= Selwyn Water =

Selwyn Water Limited is a council-controlled organisation (CCO) owned by the Selwyn District Council that is responsible for managing drinking and wastewater services in the Selwyn District. It was the first water services entity established in July 2025 under the New Zealand Government's Local Water Done Well programme.

==Functions and responsibilities==
Selwyn Water is responsible for managing and delivering drinking and waste water services in the Selwyn District. It serves about 30,000 households and over 8,000 businesses in the district. Selwyn Water has a governing board. As of July 2025, it was eligible to borrow up to 500 percent of its revenue through the Local Government Funding Agency.

==History==
===Background===
In April 2025, the Selwyn District Council voted to establish a water services council-controlled organisation despite 87% percent of 424 submissions opposing the proposal and opting to retain in-house water services. Rolleston Residents Association chair Mark Alexander criticised the Council for ignoring public opposition to the proposed entity, saying that ratepayers would be responsible for the cost of creating such a company, governing board, and paying board members and staff. In response to criticism, Mayor of Selwyn Sam Broughton said that the council had addressed concerns about higher costs and reduced local control. The Council also said that retaining an in-house model would limit its ability to borrow for large-scale infrastructure projects within the Selwyn District.

===Launch===
Selwyn Water was established on 8 July 2025 after the Sixth National Government approved the Selwyn District Council's Water Services Delivery Plan. The Selwyn District Council was the first district council in New Zealand to establish a company to manage drinking and wastewater services under the New Zealand government's Local Water Done Well programme. Selwyn Water was established at a cost of NZ$2 million, with the CCO supported by a 14.2 percent increase in rates within the Selwyn District. The organisation's inauguration ceremony at the Pines Water Treatment Plant was attended by Mayor Broughton, Local Government Minister Simon Watts and Member of Parliament for Selwyn Nicola Grigg. Over the following six months, the Council transferred relevant staff, assets and systems to Selwyn Water while retaining responsibility for managing stormwater services. This process was completed in mid-December 2025, with Selwyn Water expected to start billing customers in July 2026.

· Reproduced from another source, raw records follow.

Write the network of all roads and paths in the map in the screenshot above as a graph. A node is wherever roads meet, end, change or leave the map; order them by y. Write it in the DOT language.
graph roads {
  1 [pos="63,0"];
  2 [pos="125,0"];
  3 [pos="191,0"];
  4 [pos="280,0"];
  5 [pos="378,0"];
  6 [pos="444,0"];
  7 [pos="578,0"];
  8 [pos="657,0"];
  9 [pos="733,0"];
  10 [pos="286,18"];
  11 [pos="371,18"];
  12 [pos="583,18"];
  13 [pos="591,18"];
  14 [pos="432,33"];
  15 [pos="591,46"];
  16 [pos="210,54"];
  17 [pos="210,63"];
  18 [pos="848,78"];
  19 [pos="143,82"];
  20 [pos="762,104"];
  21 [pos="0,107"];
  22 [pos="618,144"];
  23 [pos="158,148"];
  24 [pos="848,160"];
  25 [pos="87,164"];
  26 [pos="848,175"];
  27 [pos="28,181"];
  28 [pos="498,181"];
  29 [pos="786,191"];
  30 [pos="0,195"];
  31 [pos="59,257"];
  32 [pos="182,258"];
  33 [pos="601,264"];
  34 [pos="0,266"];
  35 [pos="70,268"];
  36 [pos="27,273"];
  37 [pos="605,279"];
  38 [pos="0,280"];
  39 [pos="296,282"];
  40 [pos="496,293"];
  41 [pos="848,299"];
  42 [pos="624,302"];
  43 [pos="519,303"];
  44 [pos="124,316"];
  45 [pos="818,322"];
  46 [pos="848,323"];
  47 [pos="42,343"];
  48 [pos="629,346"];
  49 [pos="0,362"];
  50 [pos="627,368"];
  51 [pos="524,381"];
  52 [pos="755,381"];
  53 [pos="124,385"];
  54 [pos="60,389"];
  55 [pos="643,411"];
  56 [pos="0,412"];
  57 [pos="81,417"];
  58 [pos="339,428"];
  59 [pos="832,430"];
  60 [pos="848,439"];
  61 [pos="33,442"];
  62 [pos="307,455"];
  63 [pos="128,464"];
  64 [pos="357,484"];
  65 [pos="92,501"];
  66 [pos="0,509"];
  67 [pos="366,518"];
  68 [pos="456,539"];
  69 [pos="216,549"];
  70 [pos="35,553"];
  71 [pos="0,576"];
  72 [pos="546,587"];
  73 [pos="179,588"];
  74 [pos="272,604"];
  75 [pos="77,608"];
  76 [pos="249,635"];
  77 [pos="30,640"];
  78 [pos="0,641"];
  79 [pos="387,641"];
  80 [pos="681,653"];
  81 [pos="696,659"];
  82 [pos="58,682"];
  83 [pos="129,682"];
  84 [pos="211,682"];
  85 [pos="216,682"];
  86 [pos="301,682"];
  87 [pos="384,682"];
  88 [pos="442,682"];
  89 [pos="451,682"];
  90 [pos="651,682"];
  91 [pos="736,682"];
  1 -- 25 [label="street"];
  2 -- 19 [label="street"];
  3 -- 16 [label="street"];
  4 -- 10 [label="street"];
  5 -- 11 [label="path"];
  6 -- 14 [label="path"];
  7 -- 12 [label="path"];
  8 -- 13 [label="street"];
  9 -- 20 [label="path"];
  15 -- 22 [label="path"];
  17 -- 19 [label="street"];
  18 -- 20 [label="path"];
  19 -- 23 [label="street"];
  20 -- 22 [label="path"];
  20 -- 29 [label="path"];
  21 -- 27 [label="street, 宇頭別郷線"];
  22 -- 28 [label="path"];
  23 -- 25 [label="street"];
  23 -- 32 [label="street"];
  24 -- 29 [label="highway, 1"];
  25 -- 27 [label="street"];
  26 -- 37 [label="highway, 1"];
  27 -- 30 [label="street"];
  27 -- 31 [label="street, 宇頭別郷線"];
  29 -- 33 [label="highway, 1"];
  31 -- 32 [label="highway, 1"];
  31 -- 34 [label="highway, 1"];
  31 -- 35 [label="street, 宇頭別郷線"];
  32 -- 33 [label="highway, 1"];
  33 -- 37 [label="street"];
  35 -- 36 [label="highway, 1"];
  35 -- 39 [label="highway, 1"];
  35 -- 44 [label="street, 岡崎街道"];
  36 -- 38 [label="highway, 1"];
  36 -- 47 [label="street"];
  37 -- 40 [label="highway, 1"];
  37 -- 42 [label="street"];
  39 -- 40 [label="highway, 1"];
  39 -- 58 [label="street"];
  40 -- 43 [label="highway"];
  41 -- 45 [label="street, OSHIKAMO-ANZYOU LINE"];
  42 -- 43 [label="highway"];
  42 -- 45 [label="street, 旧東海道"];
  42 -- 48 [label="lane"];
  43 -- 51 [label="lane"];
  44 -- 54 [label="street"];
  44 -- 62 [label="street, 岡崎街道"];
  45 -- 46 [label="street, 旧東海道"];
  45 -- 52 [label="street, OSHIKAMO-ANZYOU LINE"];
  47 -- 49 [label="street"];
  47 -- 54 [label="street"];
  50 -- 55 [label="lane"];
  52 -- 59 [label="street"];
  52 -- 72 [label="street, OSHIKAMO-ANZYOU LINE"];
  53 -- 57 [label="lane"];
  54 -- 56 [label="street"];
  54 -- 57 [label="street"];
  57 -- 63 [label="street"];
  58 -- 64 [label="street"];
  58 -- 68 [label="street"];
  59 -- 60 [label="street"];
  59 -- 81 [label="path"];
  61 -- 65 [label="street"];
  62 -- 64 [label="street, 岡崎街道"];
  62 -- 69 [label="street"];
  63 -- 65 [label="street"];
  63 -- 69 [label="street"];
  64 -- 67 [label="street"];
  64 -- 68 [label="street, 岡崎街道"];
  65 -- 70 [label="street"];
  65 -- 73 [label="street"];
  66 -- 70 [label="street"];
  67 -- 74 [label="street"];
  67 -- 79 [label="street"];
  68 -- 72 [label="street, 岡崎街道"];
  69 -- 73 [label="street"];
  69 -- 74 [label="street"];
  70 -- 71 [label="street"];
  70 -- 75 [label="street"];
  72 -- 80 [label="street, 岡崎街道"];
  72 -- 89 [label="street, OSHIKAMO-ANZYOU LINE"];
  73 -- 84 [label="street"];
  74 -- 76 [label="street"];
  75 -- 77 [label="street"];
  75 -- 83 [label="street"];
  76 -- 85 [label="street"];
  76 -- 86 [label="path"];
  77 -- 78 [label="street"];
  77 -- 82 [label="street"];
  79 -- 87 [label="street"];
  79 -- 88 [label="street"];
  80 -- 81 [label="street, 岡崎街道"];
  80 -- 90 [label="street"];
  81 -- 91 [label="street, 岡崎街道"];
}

In mid-February 2026, the Otago Daily Times reported that Selwyn Water was conducting a review of customer, asset and financial information and sorting issues identified through the transfer of assets and services from the Selwyn District Council prior to billing customers in July 2026. In response to strong community opposition, the District Council issued a statement defending Selwyn Water's work.

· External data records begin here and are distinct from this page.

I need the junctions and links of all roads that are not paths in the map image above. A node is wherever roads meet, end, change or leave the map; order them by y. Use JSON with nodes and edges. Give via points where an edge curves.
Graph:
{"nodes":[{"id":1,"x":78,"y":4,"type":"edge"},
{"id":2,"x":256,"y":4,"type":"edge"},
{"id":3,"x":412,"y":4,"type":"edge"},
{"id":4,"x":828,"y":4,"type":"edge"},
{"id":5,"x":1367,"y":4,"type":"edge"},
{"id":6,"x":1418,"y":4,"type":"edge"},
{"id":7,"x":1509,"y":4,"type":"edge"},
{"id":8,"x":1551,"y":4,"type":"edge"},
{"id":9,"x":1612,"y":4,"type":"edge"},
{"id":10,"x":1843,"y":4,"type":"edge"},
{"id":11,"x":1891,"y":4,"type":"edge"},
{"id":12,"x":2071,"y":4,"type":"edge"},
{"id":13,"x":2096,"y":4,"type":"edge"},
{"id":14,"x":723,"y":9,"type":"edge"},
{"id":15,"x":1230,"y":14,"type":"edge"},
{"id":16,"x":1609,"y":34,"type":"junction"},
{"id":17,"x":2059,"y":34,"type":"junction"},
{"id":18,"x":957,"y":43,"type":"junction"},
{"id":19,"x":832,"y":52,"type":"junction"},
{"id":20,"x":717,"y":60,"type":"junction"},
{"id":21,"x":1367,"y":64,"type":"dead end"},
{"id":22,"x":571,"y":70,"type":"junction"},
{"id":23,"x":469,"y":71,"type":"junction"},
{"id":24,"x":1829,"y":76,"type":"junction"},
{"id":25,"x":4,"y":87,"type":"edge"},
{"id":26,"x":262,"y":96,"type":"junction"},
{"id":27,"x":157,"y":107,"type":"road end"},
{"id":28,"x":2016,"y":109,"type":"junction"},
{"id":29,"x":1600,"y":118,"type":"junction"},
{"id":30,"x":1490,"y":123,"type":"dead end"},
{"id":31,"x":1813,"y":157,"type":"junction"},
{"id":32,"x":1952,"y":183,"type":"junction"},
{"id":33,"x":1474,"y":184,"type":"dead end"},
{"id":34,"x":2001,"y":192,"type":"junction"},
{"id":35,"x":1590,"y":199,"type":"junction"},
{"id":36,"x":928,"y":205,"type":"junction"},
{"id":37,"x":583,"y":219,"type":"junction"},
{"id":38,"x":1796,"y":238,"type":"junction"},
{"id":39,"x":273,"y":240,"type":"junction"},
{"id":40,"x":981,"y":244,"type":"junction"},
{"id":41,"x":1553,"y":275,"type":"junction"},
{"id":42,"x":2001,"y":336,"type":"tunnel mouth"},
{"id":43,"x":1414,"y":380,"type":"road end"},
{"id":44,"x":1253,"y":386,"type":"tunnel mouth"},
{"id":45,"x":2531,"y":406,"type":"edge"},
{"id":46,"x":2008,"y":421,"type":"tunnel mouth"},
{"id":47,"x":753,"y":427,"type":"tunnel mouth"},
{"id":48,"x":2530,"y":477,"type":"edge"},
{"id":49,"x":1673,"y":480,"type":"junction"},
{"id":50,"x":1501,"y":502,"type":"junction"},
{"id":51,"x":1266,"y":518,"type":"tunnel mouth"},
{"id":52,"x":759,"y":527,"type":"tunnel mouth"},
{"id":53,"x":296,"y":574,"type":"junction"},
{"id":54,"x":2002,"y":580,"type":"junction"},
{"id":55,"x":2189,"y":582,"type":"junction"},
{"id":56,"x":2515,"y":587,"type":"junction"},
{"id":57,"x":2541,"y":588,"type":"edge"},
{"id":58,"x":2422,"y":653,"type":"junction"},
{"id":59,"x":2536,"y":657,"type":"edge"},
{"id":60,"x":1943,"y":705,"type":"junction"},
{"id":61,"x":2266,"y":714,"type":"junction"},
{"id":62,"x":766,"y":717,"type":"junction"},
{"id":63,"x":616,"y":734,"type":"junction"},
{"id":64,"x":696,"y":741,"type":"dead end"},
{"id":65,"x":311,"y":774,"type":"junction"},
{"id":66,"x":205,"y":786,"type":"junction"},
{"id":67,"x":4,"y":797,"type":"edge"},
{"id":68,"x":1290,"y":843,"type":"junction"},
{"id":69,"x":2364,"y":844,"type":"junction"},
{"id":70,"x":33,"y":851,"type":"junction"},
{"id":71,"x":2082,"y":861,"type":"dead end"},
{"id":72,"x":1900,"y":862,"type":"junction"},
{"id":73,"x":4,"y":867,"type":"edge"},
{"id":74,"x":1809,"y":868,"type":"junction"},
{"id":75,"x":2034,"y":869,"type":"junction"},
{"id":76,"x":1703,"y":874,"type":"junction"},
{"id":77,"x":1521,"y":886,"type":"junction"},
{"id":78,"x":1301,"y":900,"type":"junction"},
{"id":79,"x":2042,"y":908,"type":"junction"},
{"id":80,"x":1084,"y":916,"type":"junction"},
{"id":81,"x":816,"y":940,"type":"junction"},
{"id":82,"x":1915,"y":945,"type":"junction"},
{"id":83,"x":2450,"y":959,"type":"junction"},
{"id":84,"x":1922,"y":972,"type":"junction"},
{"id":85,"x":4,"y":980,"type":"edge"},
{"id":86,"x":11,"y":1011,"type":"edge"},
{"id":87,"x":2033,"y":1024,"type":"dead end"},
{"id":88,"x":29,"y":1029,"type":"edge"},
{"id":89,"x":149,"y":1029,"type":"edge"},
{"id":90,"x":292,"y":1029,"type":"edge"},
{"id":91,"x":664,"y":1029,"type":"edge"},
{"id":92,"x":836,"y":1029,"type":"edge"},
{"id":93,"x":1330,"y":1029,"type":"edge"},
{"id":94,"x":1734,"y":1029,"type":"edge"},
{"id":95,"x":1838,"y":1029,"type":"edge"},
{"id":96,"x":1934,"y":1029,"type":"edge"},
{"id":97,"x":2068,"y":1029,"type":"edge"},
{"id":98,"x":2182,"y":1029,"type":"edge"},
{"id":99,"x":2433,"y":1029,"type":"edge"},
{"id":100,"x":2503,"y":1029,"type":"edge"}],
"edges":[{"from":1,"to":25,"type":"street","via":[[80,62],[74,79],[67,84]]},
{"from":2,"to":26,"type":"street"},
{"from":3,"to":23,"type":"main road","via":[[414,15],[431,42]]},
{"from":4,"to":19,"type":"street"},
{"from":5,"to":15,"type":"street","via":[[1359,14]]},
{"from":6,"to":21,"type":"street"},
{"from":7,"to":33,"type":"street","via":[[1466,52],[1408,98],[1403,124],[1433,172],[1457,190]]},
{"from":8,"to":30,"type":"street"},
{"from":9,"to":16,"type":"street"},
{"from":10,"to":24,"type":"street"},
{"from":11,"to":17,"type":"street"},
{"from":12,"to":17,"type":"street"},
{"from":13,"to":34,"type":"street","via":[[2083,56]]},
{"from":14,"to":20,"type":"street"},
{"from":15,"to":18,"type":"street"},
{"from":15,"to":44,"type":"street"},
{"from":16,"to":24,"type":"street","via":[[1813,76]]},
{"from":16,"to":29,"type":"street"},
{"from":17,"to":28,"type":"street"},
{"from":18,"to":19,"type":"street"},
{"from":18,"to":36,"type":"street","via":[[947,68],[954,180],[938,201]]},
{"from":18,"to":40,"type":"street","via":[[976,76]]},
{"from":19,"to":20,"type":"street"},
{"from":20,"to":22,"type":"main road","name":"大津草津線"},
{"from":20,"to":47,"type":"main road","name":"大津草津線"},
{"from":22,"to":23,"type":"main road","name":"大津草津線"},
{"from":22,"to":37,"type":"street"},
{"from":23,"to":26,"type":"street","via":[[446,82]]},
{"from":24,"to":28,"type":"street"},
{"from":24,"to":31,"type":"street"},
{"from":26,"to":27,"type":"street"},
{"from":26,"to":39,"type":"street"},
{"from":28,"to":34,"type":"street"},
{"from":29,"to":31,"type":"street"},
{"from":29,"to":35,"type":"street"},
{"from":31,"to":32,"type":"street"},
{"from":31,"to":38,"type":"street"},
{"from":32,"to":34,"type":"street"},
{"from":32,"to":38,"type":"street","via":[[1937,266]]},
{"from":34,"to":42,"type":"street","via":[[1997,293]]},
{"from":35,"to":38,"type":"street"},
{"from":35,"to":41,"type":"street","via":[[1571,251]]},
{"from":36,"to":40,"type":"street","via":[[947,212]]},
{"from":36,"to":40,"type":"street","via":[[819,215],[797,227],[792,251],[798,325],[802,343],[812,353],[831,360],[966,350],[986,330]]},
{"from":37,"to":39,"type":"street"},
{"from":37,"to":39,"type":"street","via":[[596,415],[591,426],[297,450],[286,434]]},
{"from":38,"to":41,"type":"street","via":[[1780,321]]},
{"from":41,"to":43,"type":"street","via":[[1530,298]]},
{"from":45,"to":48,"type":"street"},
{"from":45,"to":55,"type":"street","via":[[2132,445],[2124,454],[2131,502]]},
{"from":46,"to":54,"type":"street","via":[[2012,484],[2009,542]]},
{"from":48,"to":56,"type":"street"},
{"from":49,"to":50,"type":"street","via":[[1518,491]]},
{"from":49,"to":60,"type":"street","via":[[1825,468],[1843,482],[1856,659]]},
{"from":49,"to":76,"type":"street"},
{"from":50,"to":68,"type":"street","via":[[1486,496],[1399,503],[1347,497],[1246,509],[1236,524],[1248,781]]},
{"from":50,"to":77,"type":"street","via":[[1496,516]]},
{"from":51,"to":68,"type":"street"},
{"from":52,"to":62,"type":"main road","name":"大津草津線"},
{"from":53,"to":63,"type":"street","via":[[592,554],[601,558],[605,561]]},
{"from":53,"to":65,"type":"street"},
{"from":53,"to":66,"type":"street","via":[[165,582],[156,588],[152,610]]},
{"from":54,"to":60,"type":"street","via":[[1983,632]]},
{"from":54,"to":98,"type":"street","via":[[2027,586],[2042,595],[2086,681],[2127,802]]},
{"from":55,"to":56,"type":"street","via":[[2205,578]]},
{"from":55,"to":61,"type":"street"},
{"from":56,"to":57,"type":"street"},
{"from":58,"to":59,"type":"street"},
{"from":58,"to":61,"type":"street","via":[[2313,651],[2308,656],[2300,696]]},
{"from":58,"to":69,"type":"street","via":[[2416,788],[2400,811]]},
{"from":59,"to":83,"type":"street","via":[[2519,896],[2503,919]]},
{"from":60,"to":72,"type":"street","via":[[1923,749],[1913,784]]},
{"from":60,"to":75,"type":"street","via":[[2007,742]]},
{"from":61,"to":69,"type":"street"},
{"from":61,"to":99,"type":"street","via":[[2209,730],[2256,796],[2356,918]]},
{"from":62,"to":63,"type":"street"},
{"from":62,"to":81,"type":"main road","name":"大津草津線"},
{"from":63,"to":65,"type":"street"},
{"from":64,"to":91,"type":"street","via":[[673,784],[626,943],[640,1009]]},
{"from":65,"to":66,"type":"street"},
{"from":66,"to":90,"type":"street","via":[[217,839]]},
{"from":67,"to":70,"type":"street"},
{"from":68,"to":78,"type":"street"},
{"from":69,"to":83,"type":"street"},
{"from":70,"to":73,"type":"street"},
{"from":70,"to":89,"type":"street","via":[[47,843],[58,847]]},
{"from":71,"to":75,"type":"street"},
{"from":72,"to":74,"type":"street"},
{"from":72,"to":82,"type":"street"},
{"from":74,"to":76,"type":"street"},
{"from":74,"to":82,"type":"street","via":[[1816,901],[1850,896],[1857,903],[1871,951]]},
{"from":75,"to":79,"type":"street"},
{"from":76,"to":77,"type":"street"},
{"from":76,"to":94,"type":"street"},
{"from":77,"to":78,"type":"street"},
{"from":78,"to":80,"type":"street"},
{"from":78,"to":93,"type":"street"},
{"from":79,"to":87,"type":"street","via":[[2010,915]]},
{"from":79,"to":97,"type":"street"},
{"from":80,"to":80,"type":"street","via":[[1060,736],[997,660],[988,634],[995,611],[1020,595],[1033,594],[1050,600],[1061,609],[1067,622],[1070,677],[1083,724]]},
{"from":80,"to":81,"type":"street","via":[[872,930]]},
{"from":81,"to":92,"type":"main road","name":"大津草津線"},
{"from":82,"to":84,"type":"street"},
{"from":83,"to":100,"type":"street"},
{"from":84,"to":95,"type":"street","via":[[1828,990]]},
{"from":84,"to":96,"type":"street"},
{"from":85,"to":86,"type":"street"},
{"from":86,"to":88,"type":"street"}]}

In mid-March 2026, Selwyn Water submitted its draft ten-year plan (including 2026/27 pricing) to the Selwyn District Council. The CCO proposed an 18 percent rates hike for drinking and wastewater services. In early May 2026, the company sought public consultation on raising rates to fund plans to spend $24.19 million on upgrading the Selwyn District's wastewater network to keep up with population growth. On 1 July 2026, The Press reported that the Selwyn District's total rates for the 2026/27 year had risen by 8.8% percent to account for an 18% increase in drinking and wastewater services provided by Selwyn Water.